About half of this surface has been classified as “protected areas” because of their biodiversity and crucial role in mitigating the effects of global warming.
In 2017, more than 128,000 hectares of forest were destroyed in the North of Argentina, according to Greenpeace's latest report issued on Wednesday, representing an increase compared with 2016.
The environment group found that the northern provinces of Salta, Santiago del Estero, Formosa y Chaco registered 80 percent of the country's deforestation, due to the lack of law enforcement and political will in this region.
Greenpeace's head of Woods Hernan Giardini explained that mass deforestation decreased since the Bill on Woods was promulgated in 2007, but increased in protected areas because the fines contemplated in the bill were “extremely low.”

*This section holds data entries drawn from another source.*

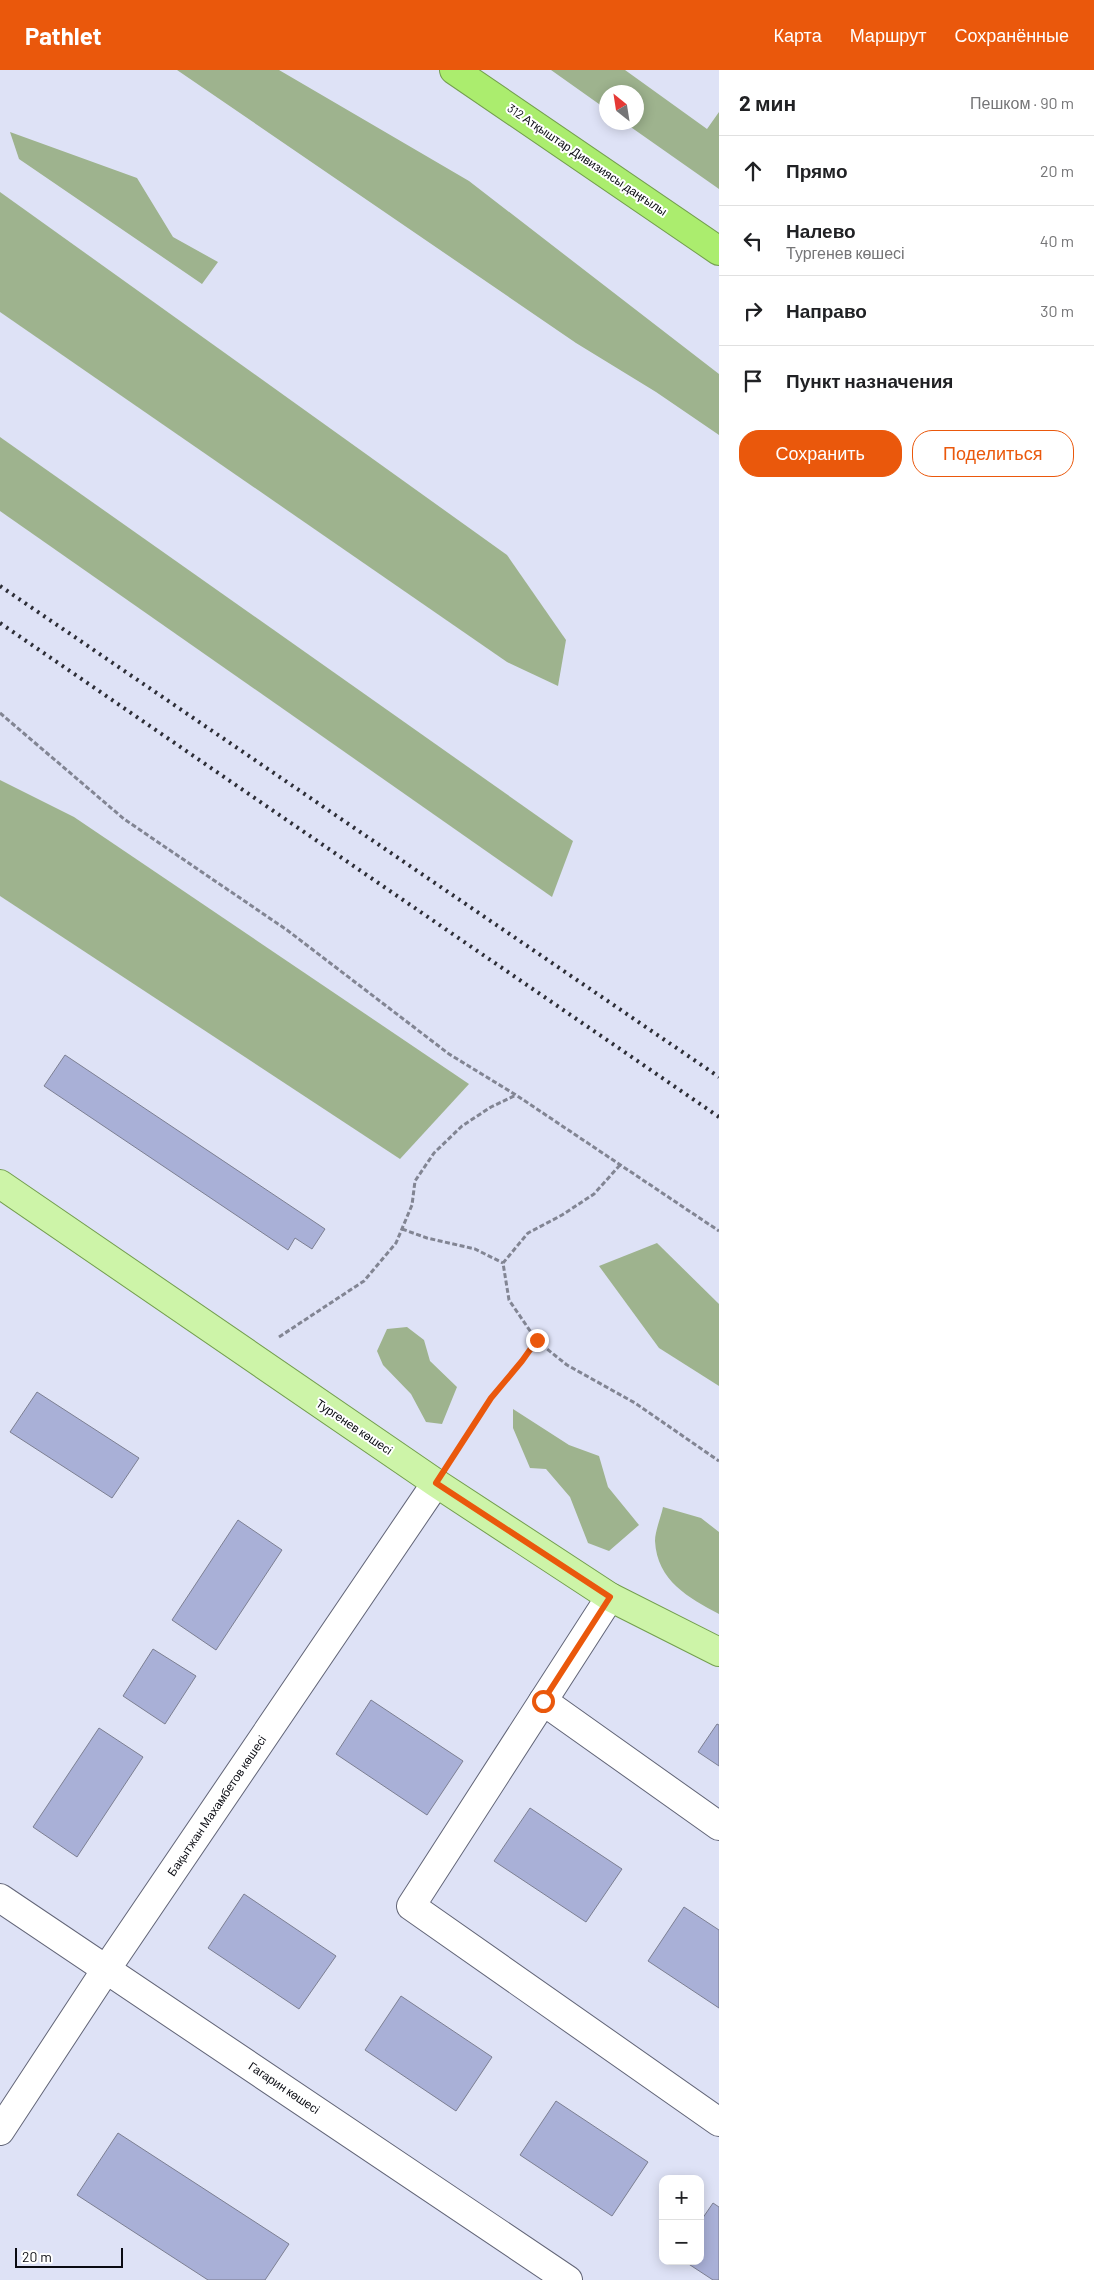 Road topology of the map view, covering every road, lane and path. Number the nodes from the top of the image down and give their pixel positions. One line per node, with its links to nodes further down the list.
1 (454, 70): 2 (highway, 312 Атқыштар Дивизиясы даңғылы)
2 (719, 251)
3 (0, 713): 4 (path)
4 (516, 1096): 5 (path); 7 (path)
5 (620, 1165): 8 (path); 9 (path)
6 (0, 1184): 11 (main road, Тургенев көшесі)
7 (402, 1229): 9 (path); 11 (path)
8 (719, 1232)
9 (503, 1263): 10 (path)
10 (537, 1340): 12 (path); 13 (path)
11 (252, 1356): 13 (main road, Тургенев көшесі)
12 (719, 1461)
13 (436, 1483): 14 (main road, Тургенев көшесі); 19 (street, Бақытжан Махамбетов көшесі)
14 (610, 1597): 15 (main road, Тургенев көшесі); 16 (street)
15 (719, 1652)
16 (543, 1701): 17 (street); 20 (street)
17 (719, 1826)
18 (0, 1898): 19 (street, Гагарин көшесі)
19 (106, 1968): 21 (street, Бақытжан Махамбетов көшесі); 22 (street, Гагарин көшесі)
20 (719, 2122)
21 (0, 2131)
22 (568, 2280)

Sometimes, companies even appeal the sanctions and managed to avoid paying the fine, sometimes they include the fines as an additional cost in a way that keep deforestation bankable.
“They buy a ranch at a very cheap price, deforest the surroundings, pay the fine, and don't reforest,” said Giardiani in an interview with EFE.
Since the 2007 Bill on Woods implemented under the former administration of Cristina Fernandez de Kirchner, about 2,4 million of hectares have been deforested, including 750,000 of protected areas.
In 2016, Greenpeace Argentina proposed legislation making deforestation illegal, including arson, and not just subject to economic and political sanctions, but also criminal ones.
The spike in deforestation in the region— where land is relatively cheaper— is likely driven by increasing meat consumption in recent years, according to Giardini.
Deforestation goes hand in hand with violent evictions of indigenous campesinos living in these areas, with agribusiness entrepreneurs occasionally hiring armed paramilitary groups to carry out the displacement.
According to Greenpeace, local state officials and agribusiness corporations illegally collaborate to make systematic large-scale deforestation possible by issuing local decrees allowing deforestation on natural reserves protected by federal laws banning tree-harvesting.